My son Dominic has autism, specifically PDD-NOS. He was diagnosed around when he turned 4 and has been receiving special services since, mostly with social skills, but also OT to help his sensory needs (he also processes sensory stimulation inadequately and needs more sensory stimulation every day--which explains a lot, LOL!) I don't post a lot about his autism because it is only a part of who he is, and I want to record his whole life, not one part. Still, since April is Autism Awareness month, I make a page and share some of what his autism diagnosis means he is working on and going through right now.

I made this page recently about something I knew I would have to talk with him about eventually: the fact that he has autism. I'll post the journaling in case you can't read it above:
Because Dominic has autism, people sometimes ask me if I watch Parenthood. I tell them no, I watch TV to escape, not to repeat the stress in my life. The last episode I remember seeing Max wanted to participate in a fundraiser for kids with autism. His parents wrestled with what to say to him. This made me wonder what I would say to Dominic someday about his autism.

I recently encountered that situation. When I drive the boys to school, we listen to NPR, one day to a news story about autism. Dominic listened and asked, “Mom, do I have autism?” This was the moment I’d wondered about for a while. I told him yes, he had autism. He asked me what that meant, so I said that people with autism had brains that were different from people who didn’t have autism. People with autism, I said, have a harder time learning to communicate with others. Dominic reacted pretty casually, telling me that he did have trouble talking with people. Sometimes when people were talking, he would say something that didn’t fit with what they said.

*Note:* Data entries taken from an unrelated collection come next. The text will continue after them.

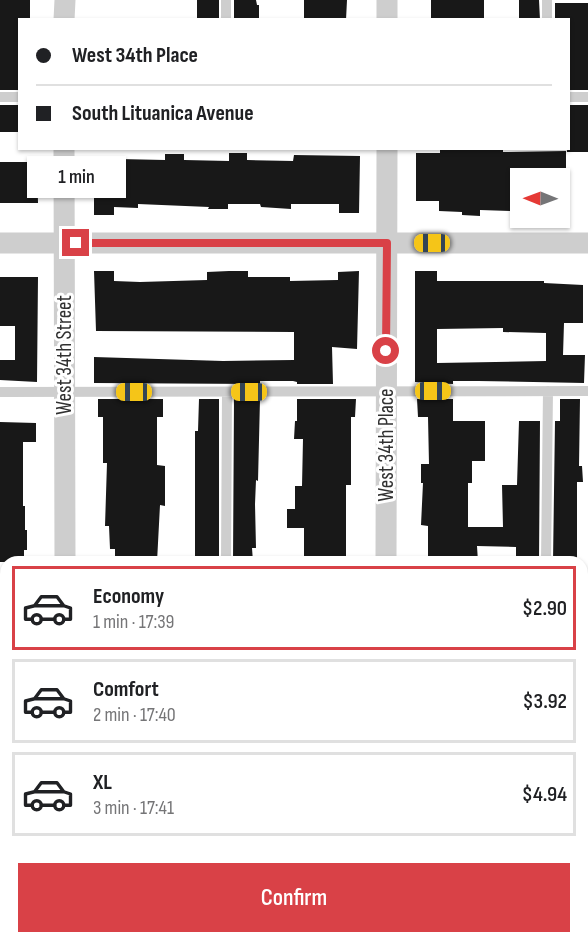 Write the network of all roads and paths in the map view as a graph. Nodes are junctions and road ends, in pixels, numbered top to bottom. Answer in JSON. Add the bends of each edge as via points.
{"nodes":[{"id":1,"x":64,"y":0,"type":"edge"},
{"id":2,"x":226,"y":0,"type":"edge"},
{"id":3,"x":387,"y":0,"type":"edge"},
{"id":4,"x":547,"y":0,"type":"edge"},
{"id":5,"x":64,"y":18,"type":"edge"},
{"id":6,"x":226,"y":18,"type":"edge"},
{"id":7,"x":387,"y":18,"type":"edge"},
{"id":8,"x":547,"y":18,"type":"edge"},
{"id":9,"x":0,"y":97,"type":"edge"},
{"id":10,"x":18,"y":97,"type":"edge"},
{"id":11,"x":570,"y":97,"type":"edge"},
{"id":12,"x":588,"y":97,"type":"edge"},
{"id":13,"x":64,"y":150,"type":"edge"},
{"id":14,"x":387,"y":150,"type":"edge"},
{"id":15,"x":0,"y":243,"type":"edge"},
{"id":16,"x":63,"y":243,"type":"junction"},
{"id":17,"x":387,"y":243,"type":"junction"},
{"id":18,"x":588,"y":243,"type":"edge"},
{"id":19,"x":386,"y":391,"type":"junction"},
{"id":20,"x":548,"y":391,"type":"junction"},
{"id":21,"x":588,"y":391,"type":"edge"},
{"id":22,"x":0,"y":392,"type":"edge"},
{"id":23,"x":64,"y":392,"type":"junction"},
{"id":24,"x":226,"y":392,"type":"junction"},
{"id":25,"x":65,"y":556,"type":"edge"},
{"id":26,"x":226,"y":556,"type":"edge"},
{"id":27,"x":386,"y":556,"type":"edge"},
{"id":28,"x":546,"y":556,"type":"edge"}],
"edges":[{"from":1,"to":5,"type":"street"},
{"from":2,"to":6,"type":"lane"},
{"from":3,"to":7,"type":"street"},
{"from":4,"to":8,"type":"lane"},
{"from":9,"to":10,"type":"lane"},
{"from":11,"to":12,"type":"lane"},
{"from":13,"to":16,"type":"street","name":"West 34th Street"},
{"from":14,"to":17,"type":"street","name":"West 34th Place"},
{"from":15,"to":16,"type":"street"},
{"from":16,"to":17,"type":"street"},
{"from":16,"to":23,"type":"street","name":"West 34th Street"},
{"from":17,"to":18,"type":"street"},
{"from":17,"to":19,"type":"street","name":"West 34th Place"},
{"from":19,"to":20,"type":"lane"},
{"from":19,"to":24,"type":"lane"},
{"from":19,"to":27,"type":"street","name":"West 34th Place"},
{"from":20,"to":21,"type":"lane"},
{"from":20,"to":28,"type":"lane"},
{"from":22,"to":23,"type":"lane"},
{"from":23,"to":24,"type":"lane"},
{"from":23,"to":25,"type":"street","name":"West 34th Street"},
{"from":24,"to":26,"type":"lane"}]}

I remember reading a book by a man with autism who said he had started to understand that he was different from others when he was around 9 years old. This year Dominic appears to be starting to come to that realization himself.
This conversation happened last fall, which means some time has passed. I couldn't remember Dominic's exact final words in our conversation, just that he had a sense that he had trouble talking with people but that it was OK. He didn't dwell. I suppose I dwell more on his diagnosis than he does. My job as his parent is to not shower him with my worries but instead to share my hopes for him and my belief in him.

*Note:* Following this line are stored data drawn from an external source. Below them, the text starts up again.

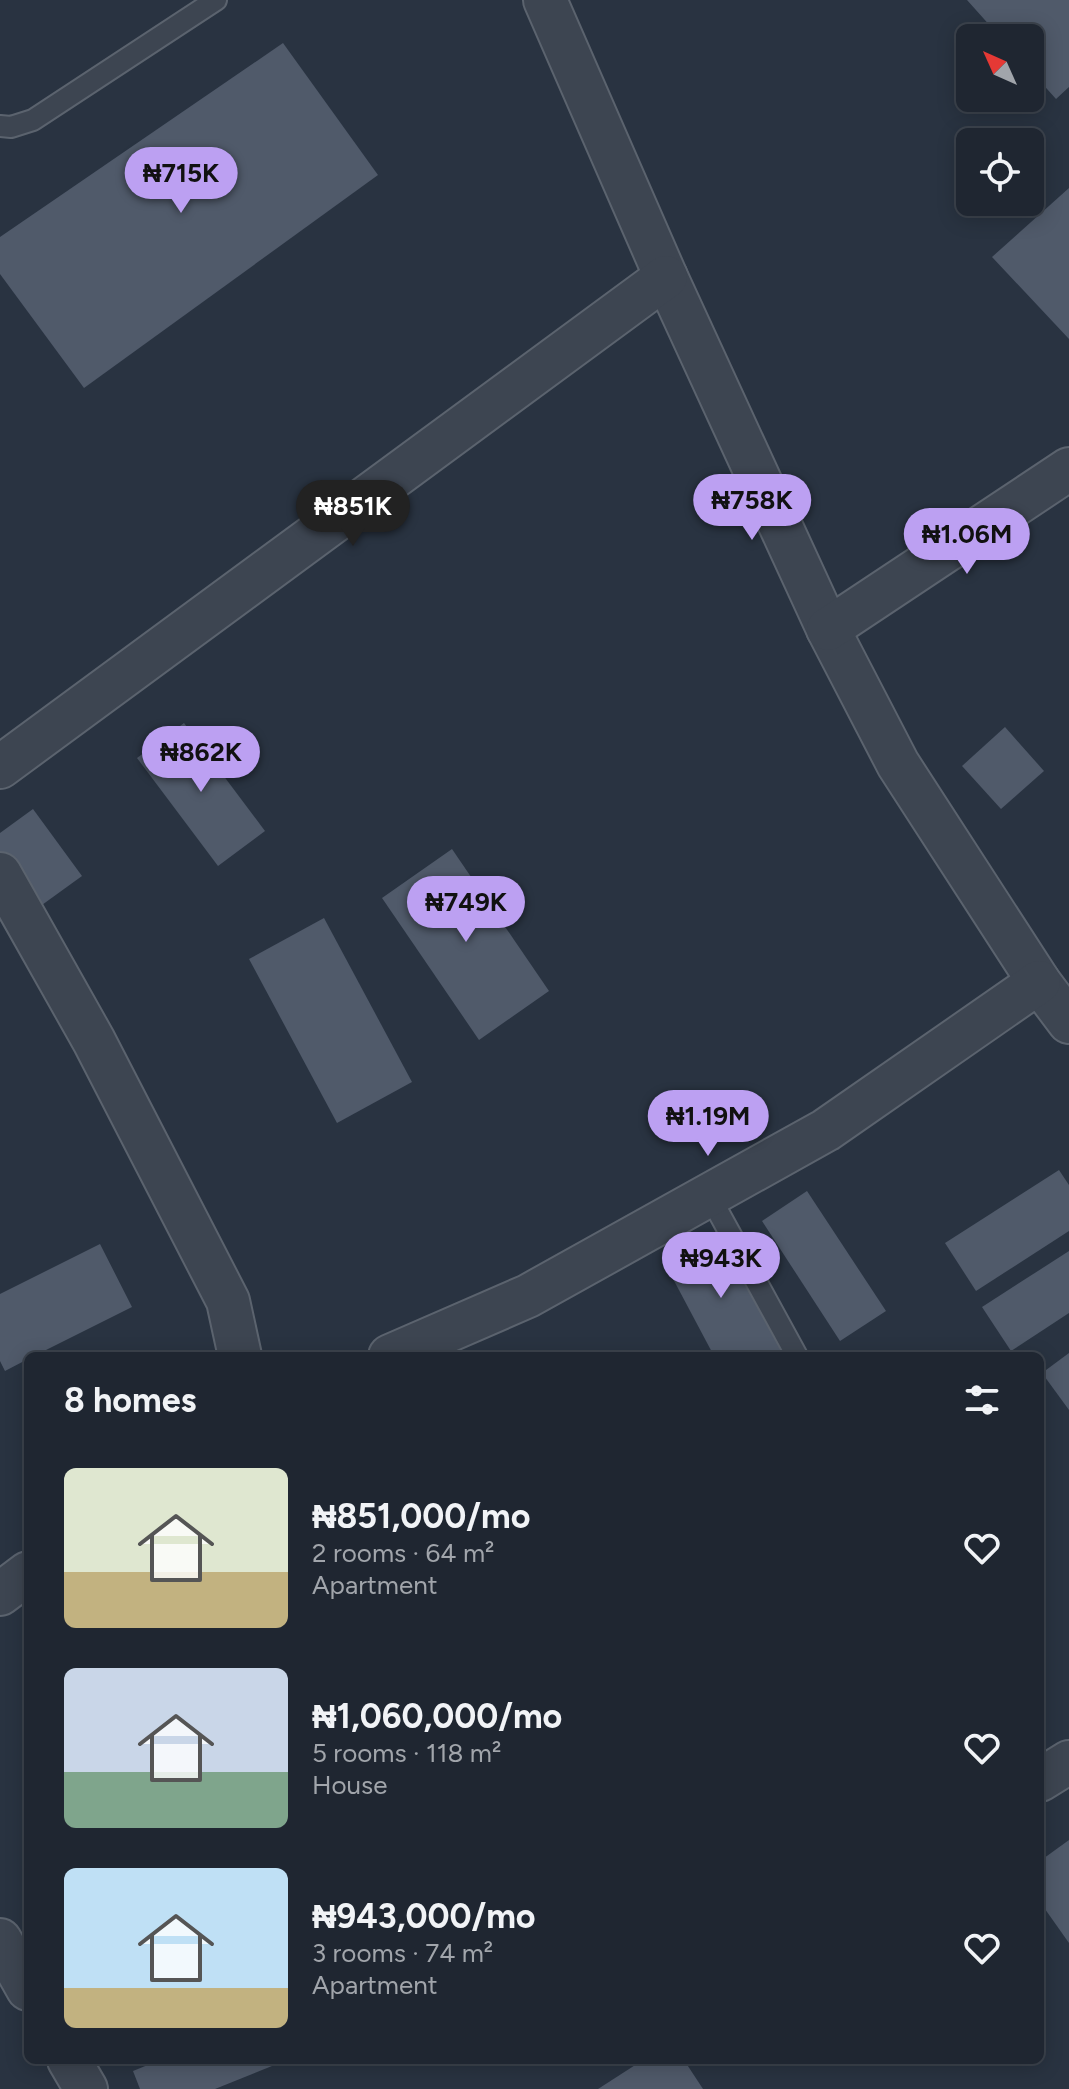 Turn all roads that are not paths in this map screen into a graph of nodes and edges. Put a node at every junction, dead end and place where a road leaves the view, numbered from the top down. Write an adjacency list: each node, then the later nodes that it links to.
1 (216, 0): 3 (lane)
2 (545, 0): 4 (street)
3 (0, 126)
4 (666, 277): 6 (street); 7 (street)
5 (1069, 469): 6 (street)
6 (828, 629): 9 (street)
7 (0, 767)
8 (0, 874): 12 (street)
9 (1039, 982): 10 (street); 11 (street)
10 (1069, 1022)
11 (709, 1195): 13 (street); 14 (lane)
12 (239, 1352)
13 (399, 1352)
14 (795, 1352)
15 (24, 1576): 16 (street)
16 (0, 1594)
17 (0, 1940): 18 (street)
18 (24, 1982)
19 (71, 2064): 20 (street)
20 (86, 2089)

I tried to write a lot in a small amount of space, so I worry that it is a bit compromised story-wise. The name of the book was Look Me in the Eye by John Elder Robison. I read several books about autism, and I found this one to be valuable because it shows someone who is a successful, functioning adult, something I think gives a fuller picture of autism (Not everyone with autism is Rainman, e.g.). The book also shows his journey towards self-awareness, which included pitfalls and quirks that tend to circulate around people with autism. I recommend the book if you haven't read it.

If you are interested in scrapbooking, here are some details from the page:

Thank you for letting me share my family's story with autism. I cannot emphasize enough what a privilege it is to be Dominic's mother.


alisonm said...

I can't even begin to comment as i am still dealing with this issue, I hope your journey is smoother than mine has been... love to Dominc.

Andrea said...

The page is beautiful and I am glad that you captured the story.

Keshet said...

This is beautiful, Jenny.

Diana Waite said...

this is TOTALLY lovely!

csewy-csescrap13 said...

A beautiful layout.....Dominic is very lucky to have you as his mother!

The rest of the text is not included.